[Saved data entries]
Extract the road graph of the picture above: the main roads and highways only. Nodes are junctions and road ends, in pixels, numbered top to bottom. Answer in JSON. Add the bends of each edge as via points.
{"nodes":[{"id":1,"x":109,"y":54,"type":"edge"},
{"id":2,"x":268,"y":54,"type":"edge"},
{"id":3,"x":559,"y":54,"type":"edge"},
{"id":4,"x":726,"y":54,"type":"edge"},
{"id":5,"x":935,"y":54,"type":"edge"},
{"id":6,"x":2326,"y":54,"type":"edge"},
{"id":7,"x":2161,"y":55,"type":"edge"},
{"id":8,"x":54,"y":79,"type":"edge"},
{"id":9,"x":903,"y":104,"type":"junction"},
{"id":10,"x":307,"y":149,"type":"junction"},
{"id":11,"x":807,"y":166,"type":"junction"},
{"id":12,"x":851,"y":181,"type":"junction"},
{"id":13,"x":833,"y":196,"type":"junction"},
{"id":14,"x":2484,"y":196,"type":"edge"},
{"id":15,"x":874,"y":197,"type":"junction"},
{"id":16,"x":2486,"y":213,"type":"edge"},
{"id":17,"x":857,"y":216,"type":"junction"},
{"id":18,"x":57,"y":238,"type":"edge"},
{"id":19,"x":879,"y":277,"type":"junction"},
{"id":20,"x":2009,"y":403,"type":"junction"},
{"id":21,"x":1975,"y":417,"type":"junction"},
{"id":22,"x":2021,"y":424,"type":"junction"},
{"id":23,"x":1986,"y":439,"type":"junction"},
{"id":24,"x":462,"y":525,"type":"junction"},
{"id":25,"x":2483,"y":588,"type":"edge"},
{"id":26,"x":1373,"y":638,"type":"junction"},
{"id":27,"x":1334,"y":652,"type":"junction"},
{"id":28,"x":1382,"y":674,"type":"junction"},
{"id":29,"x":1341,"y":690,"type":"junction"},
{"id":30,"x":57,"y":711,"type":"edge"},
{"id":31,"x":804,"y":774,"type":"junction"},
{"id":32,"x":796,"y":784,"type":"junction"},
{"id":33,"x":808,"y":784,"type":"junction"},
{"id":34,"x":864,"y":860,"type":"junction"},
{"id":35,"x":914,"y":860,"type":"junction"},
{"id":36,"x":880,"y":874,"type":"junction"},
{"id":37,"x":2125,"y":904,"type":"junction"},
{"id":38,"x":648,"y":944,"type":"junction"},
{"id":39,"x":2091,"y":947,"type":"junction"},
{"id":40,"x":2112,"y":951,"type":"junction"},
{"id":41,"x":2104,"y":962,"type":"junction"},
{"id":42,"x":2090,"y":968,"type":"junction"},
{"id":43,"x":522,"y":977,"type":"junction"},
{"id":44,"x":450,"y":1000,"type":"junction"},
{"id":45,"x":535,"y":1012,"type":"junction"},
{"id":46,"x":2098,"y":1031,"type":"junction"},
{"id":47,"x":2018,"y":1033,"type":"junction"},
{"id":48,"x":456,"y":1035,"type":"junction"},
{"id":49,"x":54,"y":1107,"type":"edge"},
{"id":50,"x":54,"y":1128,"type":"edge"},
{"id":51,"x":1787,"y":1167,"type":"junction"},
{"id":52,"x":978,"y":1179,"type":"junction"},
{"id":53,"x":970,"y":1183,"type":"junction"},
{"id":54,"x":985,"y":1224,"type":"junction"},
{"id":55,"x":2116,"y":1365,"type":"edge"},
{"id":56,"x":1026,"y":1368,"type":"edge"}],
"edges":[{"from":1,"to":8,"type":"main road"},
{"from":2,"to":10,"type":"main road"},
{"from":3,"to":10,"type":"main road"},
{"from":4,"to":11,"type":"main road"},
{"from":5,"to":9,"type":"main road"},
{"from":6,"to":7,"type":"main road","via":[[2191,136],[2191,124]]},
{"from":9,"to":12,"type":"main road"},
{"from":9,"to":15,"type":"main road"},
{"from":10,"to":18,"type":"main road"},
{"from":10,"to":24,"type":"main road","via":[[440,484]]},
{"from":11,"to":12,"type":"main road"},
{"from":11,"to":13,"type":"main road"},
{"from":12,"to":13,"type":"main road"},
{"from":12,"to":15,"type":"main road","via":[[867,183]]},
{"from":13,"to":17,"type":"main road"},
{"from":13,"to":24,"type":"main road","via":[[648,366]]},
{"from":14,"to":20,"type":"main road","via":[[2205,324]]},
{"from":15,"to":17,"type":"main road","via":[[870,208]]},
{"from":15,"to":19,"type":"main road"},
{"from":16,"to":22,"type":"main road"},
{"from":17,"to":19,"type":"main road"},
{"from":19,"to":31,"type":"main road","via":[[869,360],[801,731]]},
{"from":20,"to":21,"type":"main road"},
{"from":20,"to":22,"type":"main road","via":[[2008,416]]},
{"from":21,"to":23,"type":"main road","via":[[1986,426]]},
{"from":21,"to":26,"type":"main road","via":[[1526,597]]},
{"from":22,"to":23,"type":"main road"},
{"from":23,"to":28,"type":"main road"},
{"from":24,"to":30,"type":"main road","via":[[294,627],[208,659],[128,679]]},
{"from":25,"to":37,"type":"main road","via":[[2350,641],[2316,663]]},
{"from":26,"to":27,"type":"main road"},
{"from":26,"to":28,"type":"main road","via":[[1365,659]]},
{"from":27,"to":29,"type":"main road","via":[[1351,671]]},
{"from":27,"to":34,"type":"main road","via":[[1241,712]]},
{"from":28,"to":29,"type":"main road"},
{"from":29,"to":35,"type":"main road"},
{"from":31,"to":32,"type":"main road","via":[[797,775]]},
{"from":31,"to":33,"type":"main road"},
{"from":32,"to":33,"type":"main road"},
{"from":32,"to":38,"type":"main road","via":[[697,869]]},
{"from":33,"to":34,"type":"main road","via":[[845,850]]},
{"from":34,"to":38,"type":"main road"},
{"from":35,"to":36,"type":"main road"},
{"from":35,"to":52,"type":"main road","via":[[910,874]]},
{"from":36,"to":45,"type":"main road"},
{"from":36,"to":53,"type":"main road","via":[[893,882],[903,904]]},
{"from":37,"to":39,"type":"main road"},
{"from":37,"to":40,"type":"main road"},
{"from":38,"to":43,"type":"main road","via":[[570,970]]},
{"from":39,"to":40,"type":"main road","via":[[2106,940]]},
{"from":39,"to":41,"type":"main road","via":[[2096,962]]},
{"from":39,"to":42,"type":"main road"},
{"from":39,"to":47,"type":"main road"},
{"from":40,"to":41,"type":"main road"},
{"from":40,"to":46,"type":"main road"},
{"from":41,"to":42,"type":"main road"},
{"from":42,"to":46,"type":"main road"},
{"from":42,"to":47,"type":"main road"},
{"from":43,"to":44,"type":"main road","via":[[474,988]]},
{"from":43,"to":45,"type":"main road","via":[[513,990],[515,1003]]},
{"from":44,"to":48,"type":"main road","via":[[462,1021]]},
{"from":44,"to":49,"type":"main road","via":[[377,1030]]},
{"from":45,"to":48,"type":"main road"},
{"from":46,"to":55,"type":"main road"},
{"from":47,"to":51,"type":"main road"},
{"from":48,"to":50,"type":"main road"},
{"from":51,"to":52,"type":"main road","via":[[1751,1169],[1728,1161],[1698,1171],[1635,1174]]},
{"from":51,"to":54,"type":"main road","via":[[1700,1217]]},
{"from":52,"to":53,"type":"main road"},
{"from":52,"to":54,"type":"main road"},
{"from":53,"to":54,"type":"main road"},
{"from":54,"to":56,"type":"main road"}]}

### PROBLEM DESCRIPTION
Copy the data exactly. Leave nothing out.

### ANSWER FOR THIS EXERCISE
Extract the road graph of the picture above: the main roads and highways only. Nodes are junctions and road ends, in pixels, numbered top to bottom. Answer in JSON. Add the bends of each edge as via points.
{"nodes":[{"id":1,"x":109,"y":54,"type":"edge"},
{"id":2,"x":268,"y":54,"type":"edge"},
{"id":3,"x":559,"y":54,"type":"edge"},
{"id":4,"x":726,"y":54,"type":"edge"},
{"id":5,"x":935,"y":54,"type":"edge"},
{"id":6,"x":2326,"y":54,"type":"edge"},
{"id":7,"x":2161,"y":55,"type":"edge"},
{"id":8,"x":54,"y":79,"type":"edge"},
{"id":9,"x":903,"y":104,"type":"junction"},
{"id":10,"x":307,"y":149,"type":"junction"},
{"id":11,"x":807,"y":166,"type":"junction"},
{"id":12,"x":851,"y":181,"type":"junction"},
{"id":13,"x":833,"y":196,"type":"junction"},
{"id":14,"x":2484,"y":196,"type":"edge"},
{"id":15,"x":874,"y":197,"type":"junction"},
{"id":16,"x":2486,"y":213,"type":"edge"},
{"id":17,"x":857,"y":216,"type":"junction"},
{"id":18,"x":57,"y":238,"type":"edge"},
{"id":19,"x":879,"y":277,"type":"junction"},
{"id":20,"x":2009,"y":403,"type":"junction"},
{"id":21,"x":1975,"y":417,"type":"junction"},
{"id":22,"x":2021,"y":424,"type":"junction"},
{"id":23,"x":1986,"y":439,"type":"junction"},
{"id":24,"x":462,"y":525,"type":"junction"},
{"id":25,"x":2483,"y":588,"type":"edge"},
{"id":26,"x":1373,"y":638,"type":"junction"},
{"id":27,"x":1334,"y":652,"type":"junction"},
{"id":28,"x":1382,"y":674,"type":"junction"},
{"id":29,"x":1341,"y":690,"type":"junction"},
{"id":30,"x":57,"y":711,"type":"edge"},
{"id":31,"x":804,"y":774,"type":"junction"},
{"id":32,"x":796,"y":784,"type":"junction"},
{"id":33,"x":808,"y":784,"type":"junction"},
{"id":34,"x":864,"y":860,"type":"junction"},
{"id":35,"x":914,"y":860,"type":"junction"},
{"id":36,"x":880,"y":874,"type":"junction"},
{"id":37,"x":2125,"y":904,"type":"junction"},
{"id":38,"x":648,"y":944,"type":"junction"},
{"id":39,"x":2091,"y":947,"type":"junction"},
{"id":40,"x":2112,"y":951,"type":"junction"},
{"id":41,"x":2104,"y":962,"type":"junction"},
{"id":42,"x":2090,"y":968,"type":"junction"},
{"id":43,"x":522,"y":977,"type":"junction"},
{"id":44,"x":450,"y":1000,"type":"junction"},
{"id":45,"x":535,"y":1012,"type":"junction"},
{"id":46,"x":2098,"y":1031,"type":"junction"},
{"id":47,"x":2018,"y":1033,"type":"junction"},
{"id":48,"x":456,"y":1035,"type":"junction"},
{"id":49,"x":54,"y":1107,"type":"edge"},
{"id":50,"x":54,"y":1128,"type":"edge"},
{"id":51,"x":1787,"y":1167,"type":"junction"},
{"id":52,"x":978,"y":1179,"type":"junction"},
{"id":53,"x":970,"y":1183,"type":"junction"},
{"id":54,"x":985,"y":1224,"type":"junction"},
{"id":55,"x":2116,"y":1365,"type":"edge"},
{"id":56,"x":1026,"y":1368,"type":"edge"}],
"edges":[{"from":1,"to":8,"type":"main road"},
{"from":2,"to":10,"type":"main road"},
{"from":3,"to":10,"type":"main road"},
{"from":4,"to":11,"type":"main road"},
{"from":5,"to":9,"type":"main road"},
{"from":6,"to":7,"type":"main road","via":[[2191,136],[2191,124]]},
{"from":9,"to":12,"type":"main road"},
{"from":9,"to":15,"type":"main road"},
{"from":10,"to":18,"type":"main road"},
{"from":10,"to":24,"type":"main road","via":[[440,484]]},
{"from":11,"to":12,"type":"main road"},
{"from":11,"to":13,"type":"main road"},
{"from":12,"to":13,"type":"main road"},
{"from":12,"to":15,"type":"main road","via":[[867,183]]},
{"from":13,"to":17,"type":"main road"},
{"from":13,"to":24,"type":"main road","via":[[648,366]]},
{"from":14,"to":20,"type":"main road","via":[[2205,324]]},
{"from":15,"to":17,"type":"main road","via":[[870,208]]},
{"from":15,"to":19,"type":"main road"},
{"from":16,"to":22,"type":"main road"},
{"from":17,"to":19,"type":"main road"},
{"from":19,"to":31,"type":"main road","via":[[869,360],[801,731]]},
{"from":20,"to":21,"type":"main road"},
{"from":20,"to":22,"type":"main road","via":[[2008,416]]},
{"from":21,"to":23,"type":"main road","via":[[1986,426]]},
{"from":21,"to":26,"type":"main road","via":[[1526,597]]},
{"from":22,"to":23,"type":"main road"},
{"from":23,"to":28,"type":"main road"},
{"from":24,"to":30,"type":"main road","via":[[294,627],[208,659],[128,679]]},
{"from":25,"to":37,"type":"main road","via":[[2350,641],[2316,663]]},
{"from":26,"to":27,"type":"main road"},
{"from":26,"to":28,"type":"main road","via":[[1365,659]]},
{"from":27,"to":29,"type":"main road","via":[[1351,671]]},
{"from":27,"to":34,"type":"main road","via":[[1241,712]]},
{"from":28,"to":29,"type":"main road"},
{"from":29,"to":35,"type":"main road"},
{"from":31,"to":32,"type":"main road","via":[[797,775]]},
{"from":31,"to":33,"type":"main road"},
{"from":32,"to":33,"type":"main road"},
{"from":32,"to":38,"type":"main road","via":[[697,869]]},
{"from":33,"to":34,"type":"main road","via":[[845,850]]},
{"from":34,"to":38,"type":"main road"},
{"from":35,"to":36,"type":"main road"},
{"from":35,"to":52,"type":"main road","via":[[910,874]]},
{"from":36,"to":45,"type":"main road"},
{"from":36,"to":53,"type":"main road","via":[[893,882],[903,904]]},
{"from":37,"to":39,"type":"main road"},
{"from":37,"to":40,"type":"main road"},
{"from":38,"to":43,"type":"main road","via":[[570,970]]},
{"from":39,"to":40,"type":"main road","via":[[2106,940]]},
{"from":39,"to":41,"type":"main road","via":[[2096,962]]},
{"from":39,"to":42,"type":"main road"},
{"from":39,"to":47,"type":"main road"},
{"from":40,"to":41,"type":"main road"},
{"from":40,"to":46,"type":"main road"},
{"from":41,"to":42,"type":"main road"},
{"from":42,"to":46,"type":"main road"},
{"from":42,"to":47,"type":"main road"},
{"from":43,"to":44,"type":"main road","via":[[474,988]]},
{"from":43,"to":45,"type":"main road","via":[[513,990],[515,1003]]},
{"from":44,"to":48,"type":"main road","via":[[462,1021]]},
{"from":44,"to":49,"type":"main road","via":[[377,1030]]},
{"from":45,"to":48,"type":"main road"},
{"from":46,"to":55,"type":"main road"},
{"from":47,"to":51,"type":"main road"},
{"from":48,"to":50,"type":"main road"},
{"from":51,"to":52,"type":"main road","via":[[1751,1169],[1728,1161],[1698,1171],[1635,1174]]},
{"from":51,"to":54,"type":"main road","via":[[1700,1217]]},
{"from":52,"to":53,"type":"main road"},
{"from":52,"to":54,"type":"main road"},
{"from":53,"to":54,"type":"main road"},
{"from":54,"to":56,"type":"main road"}]}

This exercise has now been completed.